An Old Woman | Ravi Zupa

SHUTTER ISLAND AND THE OLD WOMAN/YOUNG WOMAN ILLUSION

The central character of Shutter Island is an FBI agent who arrives on a prison island reserved for mentally ill, criminal inmates. He is there to investigate a possible murder and escape. There is subsequently a conspiracy carried out to prevent him from finding the truth.

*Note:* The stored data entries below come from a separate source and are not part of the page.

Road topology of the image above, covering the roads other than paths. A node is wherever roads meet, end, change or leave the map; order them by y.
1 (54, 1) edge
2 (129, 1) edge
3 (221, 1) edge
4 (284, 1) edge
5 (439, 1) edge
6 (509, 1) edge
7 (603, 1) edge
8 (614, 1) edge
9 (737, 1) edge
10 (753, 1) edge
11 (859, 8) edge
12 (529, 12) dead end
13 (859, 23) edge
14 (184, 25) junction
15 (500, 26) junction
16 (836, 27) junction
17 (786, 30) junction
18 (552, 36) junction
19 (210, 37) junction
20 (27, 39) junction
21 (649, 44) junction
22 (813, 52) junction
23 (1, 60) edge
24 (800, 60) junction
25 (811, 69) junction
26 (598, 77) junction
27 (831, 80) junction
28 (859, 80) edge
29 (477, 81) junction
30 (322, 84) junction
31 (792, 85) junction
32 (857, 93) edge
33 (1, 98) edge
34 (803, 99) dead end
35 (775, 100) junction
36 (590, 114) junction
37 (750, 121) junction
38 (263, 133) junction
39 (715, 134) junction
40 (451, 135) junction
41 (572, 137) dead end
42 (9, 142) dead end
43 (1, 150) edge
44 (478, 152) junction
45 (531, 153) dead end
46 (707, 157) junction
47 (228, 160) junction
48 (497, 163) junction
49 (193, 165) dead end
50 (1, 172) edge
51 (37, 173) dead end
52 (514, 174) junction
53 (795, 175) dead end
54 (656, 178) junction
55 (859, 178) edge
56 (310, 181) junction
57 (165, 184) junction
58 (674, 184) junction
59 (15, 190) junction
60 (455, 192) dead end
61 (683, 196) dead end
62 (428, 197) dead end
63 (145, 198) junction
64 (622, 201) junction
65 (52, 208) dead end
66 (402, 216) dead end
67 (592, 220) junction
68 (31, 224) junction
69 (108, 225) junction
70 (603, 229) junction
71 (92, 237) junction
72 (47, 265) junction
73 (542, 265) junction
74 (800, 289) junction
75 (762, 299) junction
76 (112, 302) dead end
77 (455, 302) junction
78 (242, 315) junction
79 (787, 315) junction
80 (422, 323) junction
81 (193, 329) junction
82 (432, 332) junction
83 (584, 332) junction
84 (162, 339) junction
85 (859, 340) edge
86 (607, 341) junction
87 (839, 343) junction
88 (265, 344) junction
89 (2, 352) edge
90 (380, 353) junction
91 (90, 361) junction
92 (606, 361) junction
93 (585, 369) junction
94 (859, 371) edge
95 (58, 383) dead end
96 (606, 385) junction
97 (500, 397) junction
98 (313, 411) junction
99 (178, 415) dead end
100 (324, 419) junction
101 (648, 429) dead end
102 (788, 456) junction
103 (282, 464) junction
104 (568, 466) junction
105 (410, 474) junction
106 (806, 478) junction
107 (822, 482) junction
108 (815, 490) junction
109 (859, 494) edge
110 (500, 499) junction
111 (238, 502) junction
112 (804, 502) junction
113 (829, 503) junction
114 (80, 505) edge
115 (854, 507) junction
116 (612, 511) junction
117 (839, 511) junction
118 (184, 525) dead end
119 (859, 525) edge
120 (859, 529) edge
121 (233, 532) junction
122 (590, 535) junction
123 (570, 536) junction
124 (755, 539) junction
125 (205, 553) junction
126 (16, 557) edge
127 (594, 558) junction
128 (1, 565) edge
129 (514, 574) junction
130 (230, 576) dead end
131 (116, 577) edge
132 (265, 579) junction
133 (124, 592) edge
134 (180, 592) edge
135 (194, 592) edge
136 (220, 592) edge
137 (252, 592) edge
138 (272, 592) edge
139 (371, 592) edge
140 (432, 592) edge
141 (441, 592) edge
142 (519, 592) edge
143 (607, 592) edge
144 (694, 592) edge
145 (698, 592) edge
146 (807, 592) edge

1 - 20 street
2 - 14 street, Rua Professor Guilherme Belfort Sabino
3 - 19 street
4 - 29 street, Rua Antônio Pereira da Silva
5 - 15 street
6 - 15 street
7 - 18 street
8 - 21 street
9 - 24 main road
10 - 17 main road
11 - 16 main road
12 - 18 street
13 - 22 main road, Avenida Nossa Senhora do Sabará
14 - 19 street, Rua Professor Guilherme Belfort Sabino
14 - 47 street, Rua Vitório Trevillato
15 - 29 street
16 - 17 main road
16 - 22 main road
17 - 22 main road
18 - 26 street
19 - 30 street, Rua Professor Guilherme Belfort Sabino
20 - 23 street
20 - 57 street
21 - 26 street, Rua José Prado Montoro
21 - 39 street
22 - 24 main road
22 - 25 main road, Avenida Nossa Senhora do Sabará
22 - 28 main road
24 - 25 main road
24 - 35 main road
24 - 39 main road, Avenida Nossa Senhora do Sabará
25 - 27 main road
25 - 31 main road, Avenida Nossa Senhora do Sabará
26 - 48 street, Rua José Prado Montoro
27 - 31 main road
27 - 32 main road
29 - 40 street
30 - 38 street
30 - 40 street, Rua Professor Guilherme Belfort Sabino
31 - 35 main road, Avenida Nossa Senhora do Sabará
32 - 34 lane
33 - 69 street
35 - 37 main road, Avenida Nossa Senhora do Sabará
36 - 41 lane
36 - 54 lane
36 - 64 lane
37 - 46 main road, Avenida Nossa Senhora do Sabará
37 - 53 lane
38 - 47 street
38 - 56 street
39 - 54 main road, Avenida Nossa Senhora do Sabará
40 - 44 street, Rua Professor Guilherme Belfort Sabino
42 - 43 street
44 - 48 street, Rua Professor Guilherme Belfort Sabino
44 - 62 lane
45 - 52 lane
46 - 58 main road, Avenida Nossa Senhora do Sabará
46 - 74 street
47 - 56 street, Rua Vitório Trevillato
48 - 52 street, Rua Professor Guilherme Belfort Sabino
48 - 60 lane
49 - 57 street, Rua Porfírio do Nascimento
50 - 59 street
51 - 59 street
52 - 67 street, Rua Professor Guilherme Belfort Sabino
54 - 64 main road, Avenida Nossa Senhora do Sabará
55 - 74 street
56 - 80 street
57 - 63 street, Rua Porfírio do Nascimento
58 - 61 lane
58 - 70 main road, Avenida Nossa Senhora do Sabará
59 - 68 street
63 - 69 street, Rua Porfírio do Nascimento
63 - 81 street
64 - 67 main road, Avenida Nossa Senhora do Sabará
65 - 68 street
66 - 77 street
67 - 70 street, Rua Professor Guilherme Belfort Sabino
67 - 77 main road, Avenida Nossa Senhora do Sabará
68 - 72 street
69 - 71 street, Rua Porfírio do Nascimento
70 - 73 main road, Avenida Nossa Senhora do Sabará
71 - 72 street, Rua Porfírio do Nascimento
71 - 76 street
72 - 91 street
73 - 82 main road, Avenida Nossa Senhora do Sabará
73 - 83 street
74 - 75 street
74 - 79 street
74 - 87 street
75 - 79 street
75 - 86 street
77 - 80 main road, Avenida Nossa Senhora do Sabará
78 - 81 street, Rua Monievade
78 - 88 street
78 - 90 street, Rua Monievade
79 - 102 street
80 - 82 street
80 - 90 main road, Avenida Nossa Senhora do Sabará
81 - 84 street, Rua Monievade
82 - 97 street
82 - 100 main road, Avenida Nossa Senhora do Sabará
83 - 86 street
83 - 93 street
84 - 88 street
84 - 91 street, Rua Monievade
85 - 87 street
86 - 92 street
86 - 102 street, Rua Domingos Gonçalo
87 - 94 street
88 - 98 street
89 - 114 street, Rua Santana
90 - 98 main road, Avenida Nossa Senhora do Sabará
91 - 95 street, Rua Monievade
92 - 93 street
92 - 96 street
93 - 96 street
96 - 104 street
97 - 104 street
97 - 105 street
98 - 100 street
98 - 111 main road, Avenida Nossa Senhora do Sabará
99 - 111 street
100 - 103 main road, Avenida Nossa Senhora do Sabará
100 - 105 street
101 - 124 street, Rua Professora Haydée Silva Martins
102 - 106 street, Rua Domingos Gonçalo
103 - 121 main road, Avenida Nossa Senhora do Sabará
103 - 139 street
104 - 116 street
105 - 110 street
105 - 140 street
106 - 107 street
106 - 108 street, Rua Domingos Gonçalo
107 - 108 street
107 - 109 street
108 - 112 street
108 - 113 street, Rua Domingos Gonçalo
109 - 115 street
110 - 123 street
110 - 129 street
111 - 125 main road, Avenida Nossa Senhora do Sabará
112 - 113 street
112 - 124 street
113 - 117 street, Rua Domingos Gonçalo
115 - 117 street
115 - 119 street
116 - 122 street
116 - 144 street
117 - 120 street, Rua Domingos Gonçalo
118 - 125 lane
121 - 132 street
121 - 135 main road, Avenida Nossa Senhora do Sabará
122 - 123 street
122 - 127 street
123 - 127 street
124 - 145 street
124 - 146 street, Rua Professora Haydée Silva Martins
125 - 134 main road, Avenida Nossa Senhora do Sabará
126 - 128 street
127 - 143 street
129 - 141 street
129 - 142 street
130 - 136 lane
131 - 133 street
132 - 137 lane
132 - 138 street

Later the plot reveals that he might in fact be an inmate in the prison who is carrying out a delusional fantasy and the staff and inmates are playing along in hopes that he will have a psychic breakthrough.

It’s not a masterpiece but it’s a very good movie and it’s best quality is that it accidentally avoids the tedious boring devise known as “the twist ending.” Even the final decisive scene acts as a poignant conclusion to both possibilities.

Strangely however, the filmmakers seem to maintain that it is a “twist ending” (in interviews), preferring one scenario over another. But within the framework—internal to the film’s universe—every event, every interaction, every turn is designed carefully to fit into the logic of both of the two possibilities, regardless of the other. Scorsese is not entitled to some special, private intent which galvanizes one scenario over the other when every component is built so carefully to hold up both.

Assigning an ultimate trueness to one of the frameworks makes as much sense as saying that the famous optical illusion is factually a young woman but it is masquerading as an old woman. Obviously it is neither thing and both simultaneously, and it offers us a momentary relief from our relentless, desperate need for logical packaging.